Many of the commemorative activities will be centered in Santiago, the cradle of the Cuban Revolution and the city where Castro was laid to rest. Historian Rogelio Salietes Toro will walk the streets of the city in remembrance of the time Castro spent there, students at the University of Oriente will hold a patriotic vigil and memorial events will be held at workplaces, according to Trabajadores, the newspaper of Cuba’s labor union.
On December 3rd, the eve of the anniversary of Castro’s internment, a cultural event featuring traditional music and dance will be held at the Plaza de la Revolución Antonio Maceo, where Cuban leader Raúl Castro, Fidel’s younger brother and successor, said a final farewell last year.
School children wait for the passage of Fidel Castro's ashes outside a clinic on the route to the Moncada Barracks, in Santiago de Cuba, on December 3rd, 2016. AL DIAZ [email protected]
The next day, a pilgrimage will leave the plaza at 7 a.m. and follow the same route along Avenida Patria that Castro’s ashes took to the cemetery after a military caravan carrying his remains crisscrossed the country from Havana to Santiago.
Even schoolchildren are taking part in the tributes. Students from an elementary school in the Diez de Octubre section of Havana recited a poem in his honor in which they called Castro “the boyfriend of all the girls.”
In the days leading to the anniversary, people have quietly been leaving flowers at Castro’s granite tomb. It was sculpted to look like a kernel of corn, and its shape was inspired by a line from a poem by Cuban patriot José Martí: “All the glory of the world fits in a single kernel of corn.”
Elections to select delegates to municipal People’s Power assemblies will be held Sunday, and they, too, have been dedicated to Castro. “It will be a gift that Cuba will give to Fidel,” said the daily newspaper Juventud Rebelde.
Castro still has a daily presence in Cuba’s official media. His name is often invoked in official speeches and his Reflections, short opinion pieces he wrote until his last year of life, are still featured on the homepage of Granma, the Communist Party of Cuba’s media outlet.
A man hangs pictures of late Cuban president Fidel Castro on a stage to be used during celebrations of what would have been his 91st birthday in San Antonio de los Banos, Cuba, August 10th, 2017. Picture taken on August 10th, 2017. REUTERS/Alexandre Meneghini
When Raúl Castro spoke at the plaza last year, he announced that Cuba would carry out his brother’s wish that there be no statues in his image and no naming of Cuban streets, plazas, buildings or other public sites in his honor. Of course, old billboards with Castro’s image and words still dot the Cuban countryside.

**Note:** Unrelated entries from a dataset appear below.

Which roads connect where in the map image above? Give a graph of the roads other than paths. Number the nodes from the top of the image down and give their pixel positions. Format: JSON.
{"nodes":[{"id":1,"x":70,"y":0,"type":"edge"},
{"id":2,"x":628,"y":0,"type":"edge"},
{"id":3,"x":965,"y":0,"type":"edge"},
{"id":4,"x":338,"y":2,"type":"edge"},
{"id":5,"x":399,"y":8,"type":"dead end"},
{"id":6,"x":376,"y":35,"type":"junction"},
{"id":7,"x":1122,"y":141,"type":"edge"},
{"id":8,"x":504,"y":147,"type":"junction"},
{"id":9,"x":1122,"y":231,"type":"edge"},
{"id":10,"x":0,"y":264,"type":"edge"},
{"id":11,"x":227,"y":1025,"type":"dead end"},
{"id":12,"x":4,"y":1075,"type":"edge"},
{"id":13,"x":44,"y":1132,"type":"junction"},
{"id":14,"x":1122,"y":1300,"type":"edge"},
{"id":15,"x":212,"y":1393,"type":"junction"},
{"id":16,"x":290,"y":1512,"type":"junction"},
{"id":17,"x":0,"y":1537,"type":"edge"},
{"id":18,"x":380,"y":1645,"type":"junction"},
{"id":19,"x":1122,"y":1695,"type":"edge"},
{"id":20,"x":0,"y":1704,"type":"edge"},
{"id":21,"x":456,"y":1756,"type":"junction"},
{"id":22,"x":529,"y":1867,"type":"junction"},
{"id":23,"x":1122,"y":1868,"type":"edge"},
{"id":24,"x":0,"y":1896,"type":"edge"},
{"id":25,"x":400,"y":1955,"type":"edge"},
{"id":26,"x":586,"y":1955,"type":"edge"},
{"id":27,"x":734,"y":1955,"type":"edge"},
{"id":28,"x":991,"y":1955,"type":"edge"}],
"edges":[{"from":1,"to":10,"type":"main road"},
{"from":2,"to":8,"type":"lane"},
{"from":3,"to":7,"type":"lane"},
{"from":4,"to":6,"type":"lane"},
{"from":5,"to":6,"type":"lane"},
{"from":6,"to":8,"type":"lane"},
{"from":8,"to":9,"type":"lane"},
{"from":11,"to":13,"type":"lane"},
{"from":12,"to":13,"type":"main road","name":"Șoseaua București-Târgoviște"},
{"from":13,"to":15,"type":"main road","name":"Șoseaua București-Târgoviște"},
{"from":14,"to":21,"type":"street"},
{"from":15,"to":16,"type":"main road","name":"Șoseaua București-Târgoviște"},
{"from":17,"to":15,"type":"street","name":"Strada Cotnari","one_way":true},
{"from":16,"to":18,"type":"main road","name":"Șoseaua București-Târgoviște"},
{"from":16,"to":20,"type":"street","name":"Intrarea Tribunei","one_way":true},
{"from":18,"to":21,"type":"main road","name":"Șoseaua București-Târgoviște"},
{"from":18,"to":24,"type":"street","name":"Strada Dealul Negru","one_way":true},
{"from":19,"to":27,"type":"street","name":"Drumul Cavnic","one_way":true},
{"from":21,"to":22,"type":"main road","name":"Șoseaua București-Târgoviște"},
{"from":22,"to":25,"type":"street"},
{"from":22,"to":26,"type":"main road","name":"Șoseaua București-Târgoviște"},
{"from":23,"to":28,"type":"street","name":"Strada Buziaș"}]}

Several statues of Castro also have appeared since his death in Russia, South Africa, and the Dominican Republic as well as in London. There also have been photo exhibitions and seminars on the life and times of Castro held around the world, including a seminar this week at the Cuban Embassy in Washington.
A giant metal cap designed to look like the olive-green cap used by a young Castro is one Argentine tribute to “el comandante.” The piece, weighing in at 66 pounds, was constructed of sheet metal by workers from the town of Carmen de Areco in Buenos Aires province. The workers “donated the materials and put all their love into this project,” according to Cubadebate, an official online news site.
The tomb of Fidel Castro at the Cemeterio Santa Ifigenia in Santiago de Cuba on Sunday, December 4th, 2016, the day of his funeral service. AL DIAZ [email protected]
His death last year plunged Cuba into nine days of national mourning.
A funeral cortege carried his ashes on a three-day journey from Havana to his final resting place in the east of the island, where he had launched the Cuban Revolution.
“I am Fidel” became a nationwide chant, as many Cubans pledged to stay faithful to the revolution he led, which in 1959 overthrew a dictator.
“He was the best we’ve had as a leader,” Rene Perez, a Havana taxi driver, said, echoing the feelings of many Cubans who miss Fidel’s leadership, especially at times of crisis./.